Studer Jean · Ständerat · Neuenburg · Sozialdemokratische Fraktion · 2004-09-28

Wortprotokoll

Je voudrais surtout développer la proposition de la minorité en rapport avec l'arrêté 1. Cela fait à peu près six à sept ans que l'avenir de l'or de la Banque nationale alimente nos débats et, tout au long de ces années, on a entendu beaucoup de choses, beaucoup de propositions qui n'étaient pas forcément claires sur ce qu'était ce bénéfice. On a aussi entendu beaucoup de choses qui étaient un peu contradictoires.

Dans ce qu'on a entendu pendant ces six à sept années, une seule chose n'avait pas varié jusqu'à maintenant: c'est que ces 21 milliards de francs appartenaient au peuple, et que le peuple devait avoir la possibilité de se prononcer sur ce qu'il voulait en faire. Or, même si cela n'a pas été longuement exposé par le rapporteur, la proposition de la majorité constitue à cet égard une volte-face complète, un revirement à 180 degrés. Le fait qu'on propose ce revirement sans prendre les formes ne manque pas d'étonner la minorité.

En effet, en vous proposant de ne pas entrer en matière, la majorité de la commission vous propose de prendre une fausse vraie décision. C'est-à-dire, notre collègue David vous l'a dit, qu'on décide de répartir cet or comme le prévoit la Constitution, mais qu'on le fait sans prendre de décision formelle, sans qu'un arrêté fédéral consacre ce choix. Autrement dit, on vous propose, sur un sujet important de notre politique, une sorte de tour de passe-passe institutionnel. Pour l'essentiel, la majorité dit: "On n'a pas besoin d'un arrêté fédéral, on n'a pas besoin d'une loi, car on va faire ce que prévoit la Constitution." Cette affirmation est contraire à ce que nous avons toujours dit dans ce dossier sur la nécessité d'avoir ou une base constitutionnelle ou en tout cas une nouvelle loi qui règle l'affectation de ces actifs libres.
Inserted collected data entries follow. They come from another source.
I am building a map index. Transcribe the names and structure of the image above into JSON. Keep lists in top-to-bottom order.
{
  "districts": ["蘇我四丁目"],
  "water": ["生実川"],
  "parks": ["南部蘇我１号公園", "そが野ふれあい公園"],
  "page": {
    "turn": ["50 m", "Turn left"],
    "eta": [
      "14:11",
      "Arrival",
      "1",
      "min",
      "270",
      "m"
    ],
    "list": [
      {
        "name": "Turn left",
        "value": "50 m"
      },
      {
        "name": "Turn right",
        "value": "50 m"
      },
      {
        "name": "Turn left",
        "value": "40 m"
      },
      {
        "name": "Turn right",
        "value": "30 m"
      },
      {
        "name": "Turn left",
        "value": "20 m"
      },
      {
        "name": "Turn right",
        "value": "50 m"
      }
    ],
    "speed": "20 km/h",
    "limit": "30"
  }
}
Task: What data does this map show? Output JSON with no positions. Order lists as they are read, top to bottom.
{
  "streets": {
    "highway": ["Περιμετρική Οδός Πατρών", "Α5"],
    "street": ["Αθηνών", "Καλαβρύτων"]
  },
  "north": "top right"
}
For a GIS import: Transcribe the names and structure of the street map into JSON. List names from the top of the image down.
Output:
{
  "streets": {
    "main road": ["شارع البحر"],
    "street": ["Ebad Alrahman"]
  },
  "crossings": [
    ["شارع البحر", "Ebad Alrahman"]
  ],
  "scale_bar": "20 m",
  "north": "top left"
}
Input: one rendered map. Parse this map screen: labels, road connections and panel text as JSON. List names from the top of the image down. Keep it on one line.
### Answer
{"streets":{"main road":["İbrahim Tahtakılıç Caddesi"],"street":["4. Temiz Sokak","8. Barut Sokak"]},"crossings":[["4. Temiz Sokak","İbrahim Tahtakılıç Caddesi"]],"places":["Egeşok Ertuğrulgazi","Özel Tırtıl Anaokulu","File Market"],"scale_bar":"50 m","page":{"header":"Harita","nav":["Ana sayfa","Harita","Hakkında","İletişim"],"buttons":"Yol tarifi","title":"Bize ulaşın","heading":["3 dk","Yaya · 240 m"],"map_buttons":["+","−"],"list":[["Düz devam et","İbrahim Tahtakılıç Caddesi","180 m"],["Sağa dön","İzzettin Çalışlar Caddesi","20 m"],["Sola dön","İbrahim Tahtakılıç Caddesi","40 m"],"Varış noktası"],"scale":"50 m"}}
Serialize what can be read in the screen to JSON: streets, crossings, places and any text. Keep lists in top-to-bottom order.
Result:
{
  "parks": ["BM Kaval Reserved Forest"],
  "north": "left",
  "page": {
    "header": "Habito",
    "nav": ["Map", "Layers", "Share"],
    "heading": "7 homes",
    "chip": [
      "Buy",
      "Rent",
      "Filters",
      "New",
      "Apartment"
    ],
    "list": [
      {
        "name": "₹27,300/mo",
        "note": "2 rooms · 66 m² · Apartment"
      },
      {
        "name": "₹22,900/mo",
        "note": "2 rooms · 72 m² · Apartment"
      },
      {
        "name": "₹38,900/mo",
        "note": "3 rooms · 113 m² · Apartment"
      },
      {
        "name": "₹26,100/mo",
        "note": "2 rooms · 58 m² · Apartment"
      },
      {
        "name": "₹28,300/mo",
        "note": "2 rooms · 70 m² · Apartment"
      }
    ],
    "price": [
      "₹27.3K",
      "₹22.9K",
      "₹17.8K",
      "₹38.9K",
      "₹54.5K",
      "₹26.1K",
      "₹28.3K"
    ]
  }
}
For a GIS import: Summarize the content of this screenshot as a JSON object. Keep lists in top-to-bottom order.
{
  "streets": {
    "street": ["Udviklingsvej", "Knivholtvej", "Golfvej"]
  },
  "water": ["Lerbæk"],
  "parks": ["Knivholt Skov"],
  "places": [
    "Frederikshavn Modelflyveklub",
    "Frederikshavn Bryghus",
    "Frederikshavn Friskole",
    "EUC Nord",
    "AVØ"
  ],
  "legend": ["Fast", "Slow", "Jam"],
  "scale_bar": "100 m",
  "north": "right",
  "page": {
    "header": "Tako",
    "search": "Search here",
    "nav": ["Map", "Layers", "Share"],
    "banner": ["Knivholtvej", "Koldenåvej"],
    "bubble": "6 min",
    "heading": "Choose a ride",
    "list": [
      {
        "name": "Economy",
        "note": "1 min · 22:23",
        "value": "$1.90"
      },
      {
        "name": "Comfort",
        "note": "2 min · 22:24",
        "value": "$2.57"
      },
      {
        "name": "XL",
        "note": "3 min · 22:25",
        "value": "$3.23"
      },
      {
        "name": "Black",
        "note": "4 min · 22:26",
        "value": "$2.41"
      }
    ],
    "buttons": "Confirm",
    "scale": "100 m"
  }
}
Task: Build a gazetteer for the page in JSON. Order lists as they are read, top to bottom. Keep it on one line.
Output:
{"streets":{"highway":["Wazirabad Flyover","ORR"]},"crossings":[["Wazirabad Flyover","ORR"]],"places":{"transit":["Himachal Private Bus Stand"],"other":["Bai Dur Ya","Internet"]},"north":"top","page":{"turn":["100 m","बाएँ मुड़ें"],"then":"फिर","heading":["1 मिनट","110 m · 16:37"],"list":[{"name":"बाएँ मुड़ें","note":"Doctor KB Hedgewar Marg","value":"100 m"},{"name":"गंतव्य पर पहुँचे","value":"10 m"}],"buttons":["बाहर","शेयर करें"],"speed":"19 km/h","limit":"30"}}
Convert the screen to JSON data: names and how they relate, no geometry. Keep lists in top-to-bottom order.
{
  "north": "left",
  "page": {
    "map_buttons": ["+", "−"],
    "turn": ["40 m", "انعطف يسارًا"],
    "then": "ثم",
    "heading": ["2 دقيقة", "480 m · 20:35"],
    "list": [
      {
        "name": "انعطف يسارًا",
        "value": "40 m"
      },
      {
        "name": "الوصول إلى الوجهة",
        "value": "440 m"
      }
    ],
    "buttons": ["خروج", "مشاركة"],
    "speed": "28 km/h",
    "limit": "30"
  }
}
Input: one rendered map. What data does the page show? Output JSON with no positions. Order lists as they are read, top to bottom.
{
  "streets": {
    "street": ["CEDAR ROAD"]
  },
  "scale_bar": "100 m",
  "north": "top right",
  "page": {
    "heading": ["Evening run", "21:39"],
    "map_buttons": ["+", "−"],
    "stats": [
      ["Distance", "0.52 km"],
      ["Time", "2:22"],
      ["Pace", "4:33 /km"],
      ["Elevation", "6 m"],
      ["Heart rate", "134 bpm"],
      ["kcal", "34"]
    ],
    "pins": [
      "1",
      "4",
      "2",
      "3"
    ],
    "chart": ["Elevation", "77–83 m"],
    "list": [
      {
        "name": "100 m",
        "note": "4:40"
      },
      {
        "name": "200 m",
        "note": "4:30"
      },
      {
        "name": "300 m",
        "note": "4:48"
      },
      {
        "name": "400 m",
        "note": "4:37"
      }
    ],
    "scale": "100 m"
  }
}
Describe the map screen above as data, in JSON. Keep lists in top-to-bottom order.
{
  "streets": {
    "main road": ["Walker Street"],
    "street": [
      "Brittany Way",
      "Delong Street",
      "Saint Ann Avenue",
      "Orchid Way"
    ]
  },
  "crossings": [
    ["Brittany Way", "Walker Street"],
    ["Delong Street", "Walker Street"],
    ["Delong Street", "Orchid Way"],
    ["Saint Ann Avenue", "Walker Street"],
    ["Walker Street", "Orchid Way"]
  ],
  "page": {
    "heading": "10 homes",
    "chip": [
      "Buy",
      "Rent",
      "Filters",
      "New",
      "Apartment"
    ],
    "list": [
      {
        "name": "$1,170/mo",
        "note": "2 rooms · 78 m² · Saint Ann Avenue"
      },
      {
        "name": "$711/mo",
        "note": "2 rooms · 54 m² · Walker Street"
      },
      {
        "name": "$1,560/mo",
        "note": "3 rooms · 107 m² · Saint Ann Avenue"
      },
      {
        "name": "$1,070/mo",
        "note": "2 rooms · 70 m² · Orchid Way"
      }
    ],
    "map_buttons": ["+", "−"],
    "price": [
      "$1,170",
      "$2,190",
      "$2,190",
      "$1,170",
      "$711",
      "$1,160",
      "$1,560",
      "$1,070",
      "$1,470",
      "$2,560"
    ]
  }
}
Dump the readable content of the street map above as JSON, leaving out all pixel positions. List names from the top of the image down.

J'ai pris deux références, mais il y en aurait d'autres; on pourrait aller chercher des extraits des débats que nous avons eus dans cette salle s'agissant ou de la nouvelle loi monétaire ou de la Constitution fédérale. J'en ai pris deux qui me semblent significatifs. C'est d'abord la documentation que le Département fédéral des finances tenait à disposition de la population dans la perspective de la votation de l'automne 2002 sur l'initiative populaire "pour le versement au fonds AVS des réserves d'or excédentaires de la Banque nationale suisse" et le contre-projet de l'Assemblée fédérale "L'or à l'AVS, aux cantons et à la Fondation". Dans ce document, le Conseil fédéral, par l'intermédiaire du Département fédéral des finances, disait très clairement: "Pour des raisons politiques, l'utilisation de cet avoir conformément à la clé de répartition en vigueur doit aussi être réglée au moyen d'une loi et soumise à l'approbation du Parlement et du peuple."

Ensuite, celles et ceux qui n'auraient pas eu accès à cette documentation du Département fédéral des finances doivent se souvenir du débat que nous avons eu ici au début du mois de juin 2002 lorsque le chef de l'époque du Département fédéral des finances répondait à l'interpellation 02.3089 de Monsieur Merz, notre conseiller fédéral, qui était alors notre collègue et qui interrogeait le Conseil fédéral également sur cette question. A ce sujet - c'était lors de notre séance du 5 juin 2002 -, le Conseil fédéral répondait que l'utilisation de l'avoir de la Banque nationale ne devait être réglée que par une loi, même en cas de double non lors de la votation de l'automne 2002. Et le Conseil fédéral, encore plus précis, ajoutait qu'"aussi longtemps qu'aucune nouvelle base légale ne s'appliquerait au transfert et à l'utilisation de l'avoir provenant des réserves excédentaires, ce dernier resterait en possession de la BNS".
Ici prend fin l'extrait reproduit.